• Jena Martin MD

Melanoma Actually, Part 2 (of 3)

What is a Pre-Melanoma?

You would think that dermatopathologists know what a pre-melanoma is, but actually we're not sure.

People, usually white people, have screening exams to check for moles that look atypical. Sometimes these moles that look atypical to the doctor are diagnosed as atypical nevi (sometimes called dysplastic nevi). But, these atypical moles are not believed to have the potential to develop into melanoma.

So why are atypical moles removed? Because atypical nevi mimic melanoma.

  • Atypical moles mimic melanoma in the clinic. A dermatologist is not sure if it is melanoma or not. It is normal to biopsy moles that are not melanoma. In our clinic, the typical rate to diagnose a melanoma is about 15-20 worrisome moles per 1 melanoma. For every 15-20 worrisome moles that a dermatologist biopsies, they can expect to find 1 melanoma. For doctors who don't specialize in skin, this number will be higher.

  • Atypical moles mimic melanoma under the microscope. Even under the microscope the nature of any melanocytic lesion is difficult to determine. Just like in the clinic, under the microscope we are diagnosing how much these nevi mimic melanoma. We call moles atypical and grade them into mild, moderate or severe but this grading is only to convey how much they look like melanoma. We are not grading their precancerous potential.


The fact that these atypical moles are not thought to develop into melanoma is not well understood. I am fairly sure this is not understood by patients and also perhaps some providers.


It's not that patients are stupid! This is not the way screening tests are supposed to work. From the John's Hopkins website:

A screening test is done to detect potential health disorders or diseases in people who do not have any symptoms of disease. The goal is early detection.

A screening test is meant to identify disease before it happens. Take for example a colonoscopy. Gastroenterologists visually examine and remove suspicious growths from inside your large bowel. A polyp removed during a colonoscopy will absolutely grow into a cancer if left alone*.

  • Polyp->-> Cancer

But the same is not true for an atypical mole. For atypical melanocytic lesions the relationship is more like this:

  • Atypical nevus ->->-> ???

  • ???? ->->-> Melanoma



When melanoma is obvious, it is obvious. These cells are large, disordered, and pigmented. They are different from one another. Most eye catching is their prominent nucleolus (the dark dot in the middle of the nucleus), the cellular factory working hard in protein assembly.

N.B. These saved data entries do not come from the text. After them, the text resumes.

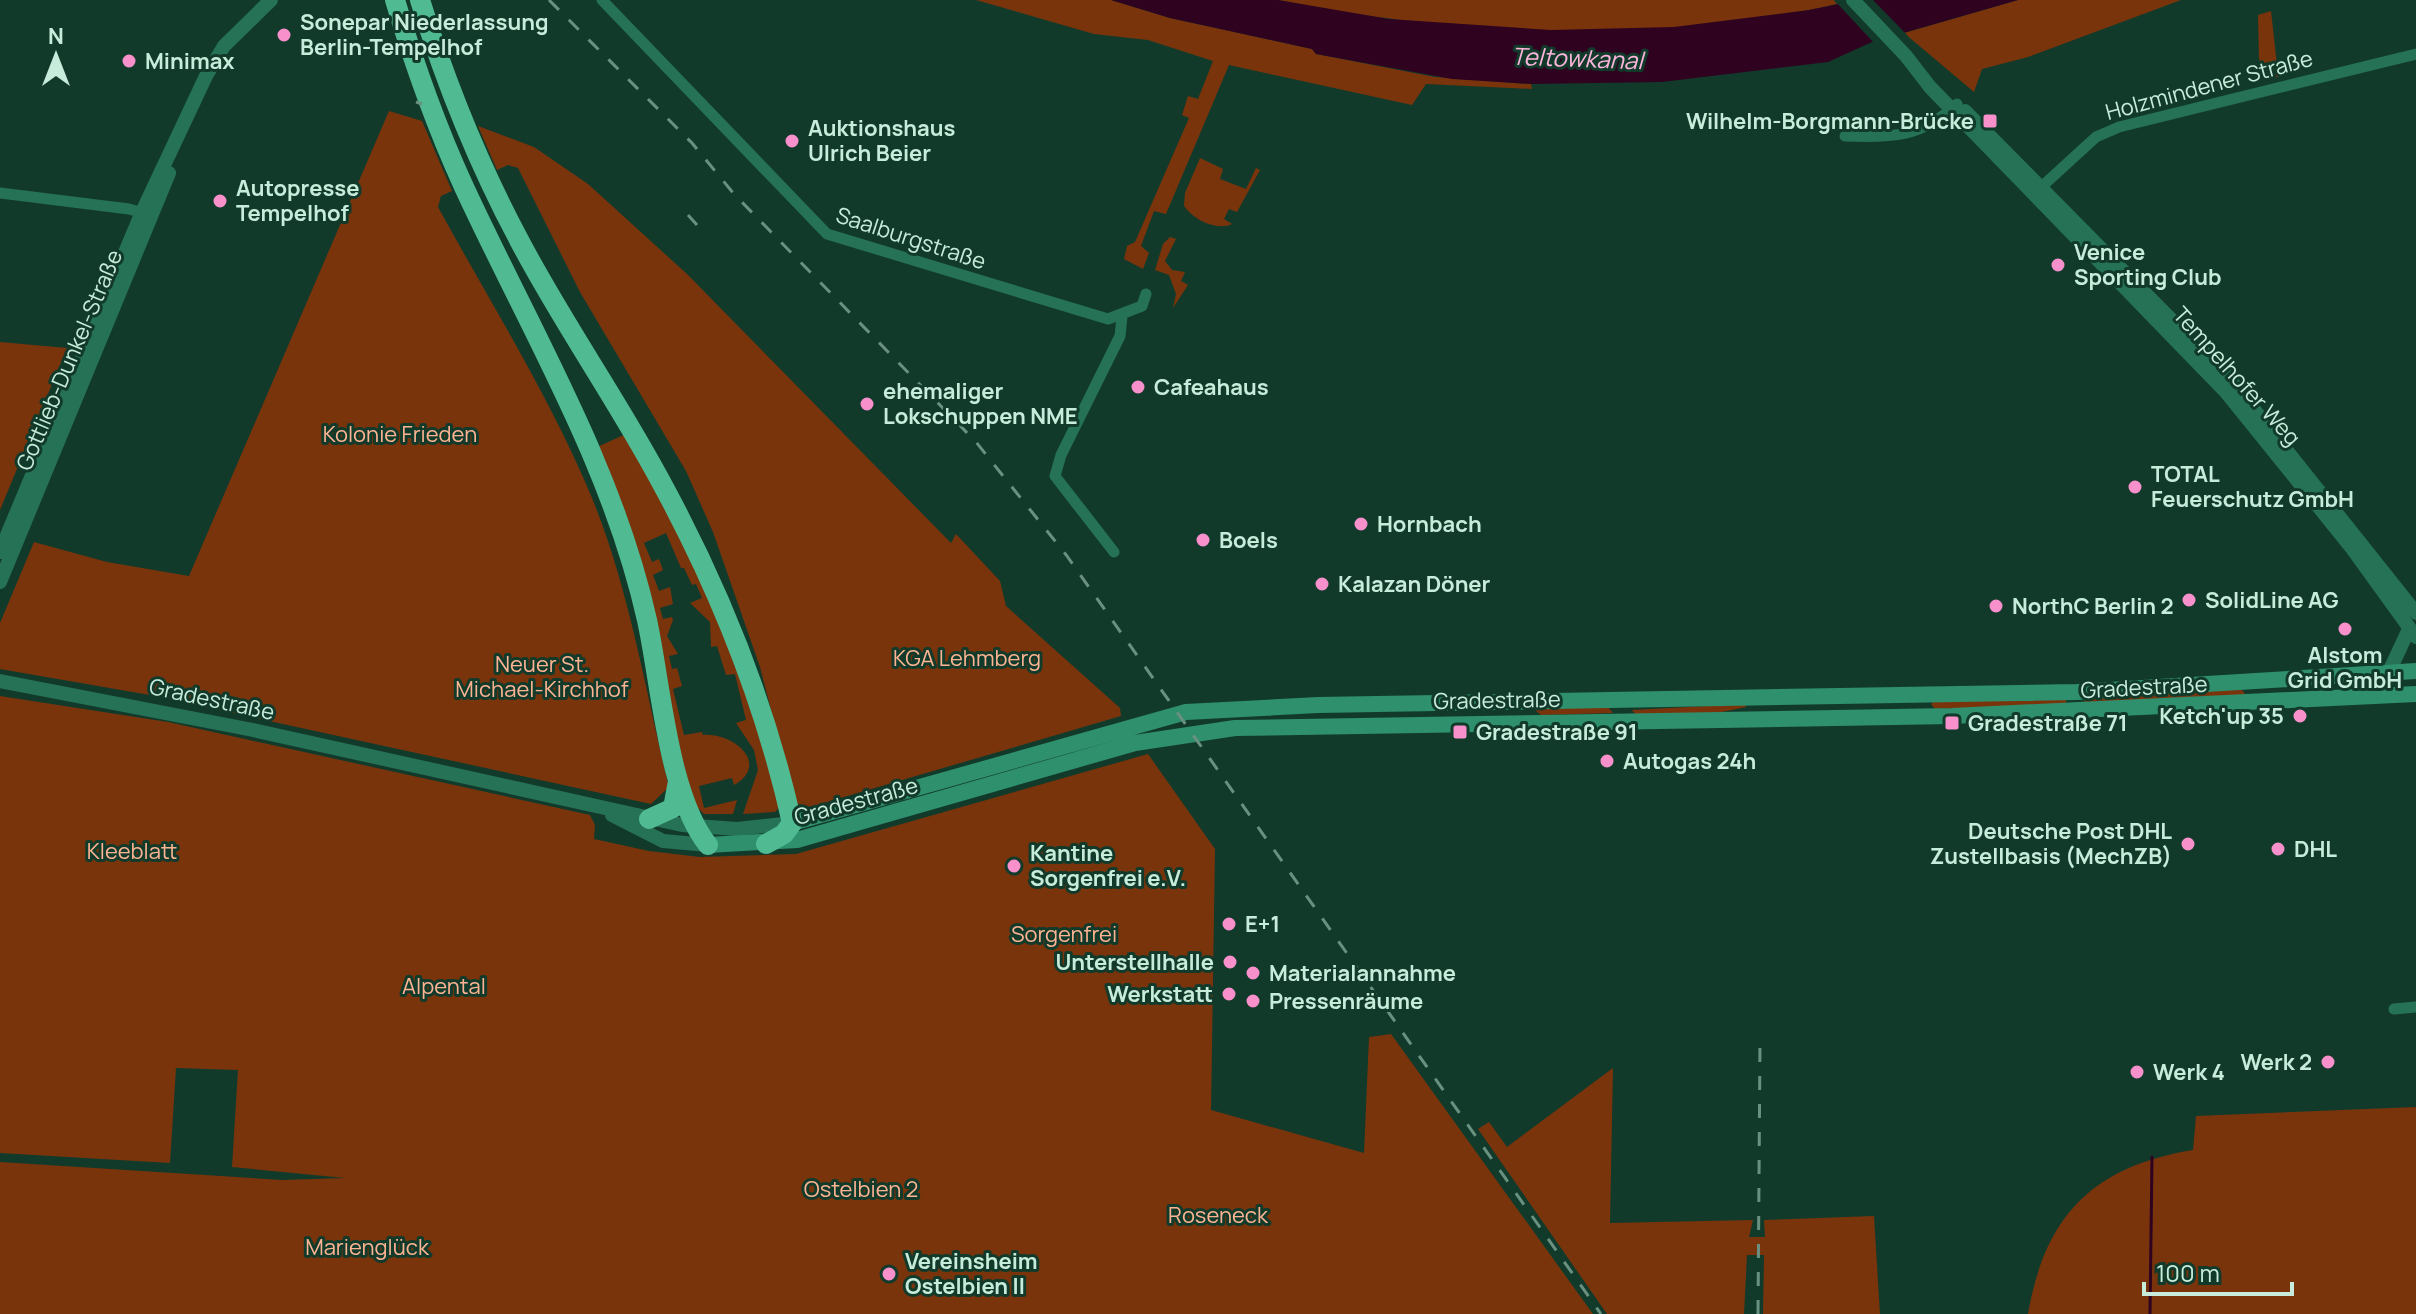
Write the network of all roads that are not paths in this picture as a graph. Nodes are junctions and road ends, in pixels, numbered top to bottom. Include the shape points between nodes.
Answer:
1 (271, 0) edge
2 (395, 0) edge
3 (420, 0) edge
4 (602, 0) edge
5 (1853, 0) edge
6 (2416, 54) edge
7 (1954, 106) junction
8 (1845, 136) dead end
9 (2038, 190) junction
10 (0, 193) edge
11 (148, 214) junction
12 (1146, 294) dead end
13 (1122, 317) junction
14 (2263, 427) junction
15 (0, 552) edge
16 (1114, 552) dead end
17 (0, 582) edge
18 (2416, 613) edge
19 (2413, 633) edge
20 (2416, 671) edge
21 (2393, 674) junction
22 (0, 681) edge
23 (2398, 694) junction
24 (2416, 694) edge
25 (678, 777) junction
26 (601, 808) junction
27 (649, 819) junction
28 (792, 823) junction
29 (694, 827) junction
30 (766, 844) junction
31 (708, 845) junction
32 (2416, 1007) edge
33 (2394, 1009) dead end

1 - 11 street, Gottlieb-Dunkel-Straße via 216,57
2 - 25 highway via 426,96 465,188 568,395 613,507 646,618
3 - 28 highway via 461,121 487,178 660,479 719,598 761,709
4 - 13 street, Saalburgstraße via 827,234 1098,316
5 - 7 street, Tempelhofer Weg
6 - 9 street, Holzmindener Straße via 2119,127 2096,137
7 - 8 street via 1923,129
7 - 9 street, Tempelhofer Weg
9 - 14 street, Tempelhofer Weg
10 - 11 street
11 - 15 street, Gottlieb-Dunkel-Straße
11 - 17 street, Gottlieb-Dunkel-Straße
12 - 13 street via 1142,306
13 - 16 street via 1120,336 1055,476
14 - 18 street, Tempelhofer Weg
14 - 19 street, Tempelhofer Weg
19 - 21 street
20 - 21 main road, Gradestraße
21 - 23 main road
21 - 28 main road, Gradestraße via 2077,692 1333,704 1186,712
22 - 26 street, Gradestraße via 253,730
23 - 24 main road, Gradestraße
23 - 30 main road, Gradestraße via 1952,716 1235,728 1135,743 817,835
25 - 27 highway via 673,808
25 - 29 highway
26 - 27 street, Gradestraße
26 - 31 street, Gradestraße via 651,837
27 - 29 street, Gradestraße
28 - 29 street, Gradestraße
28 - 30 highway
29 - 31 highway
30 - 31 main road, Gradestraße
32 - 33 street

If you're wondering at this point why the heck you submit to a naked total body skin exam and biopsies, there are very good reasons to do so:

  • Skin screening examinations are helpful to prevent a growing melanoma; if melanoma grows more it has the potential to invade deeper and is likelier to spread. When caught early, the risk of spread can be reduced and treatment made more effective.

  • Skin screening exams that identify atypical moles place you in a higher risk category. Atypical moles are markers for melanoma risk. Having an atypical or dysplastic mole diagnosed doesn’t mean it will grow into cancer – it means that you are at a higher risk for getting a melanoma elsewhere. Once you have an atypical mole, like I have, you should be checked regularly because you are likelier to develop a melanoma.

What would a true Pre-Melanoma look like? Occasionally we'll see small lesions - perhaps confined to the junction, or with a limited growth pattern. These lesions could harbor molecular alterations that would indicate they are on the path to melanoma. I'll discuss this difficulty of melanoma diagnosis in the next, third, post on melanoma.


*We know the molecular pathway that leads to colon cancer; mutations begin in adenomas and accumulate along a predictable, worsening course culminating in cancer. The early mutations accumulate which is what allows the cells to become cancerous. This is what makes an adenoma a precancer. Unfortunately we have not been able to identify a similar pathway for melanoma; some of the same mutations we have seen are present in both nevi and melanomas, so we can't distinguish between them based on these markers.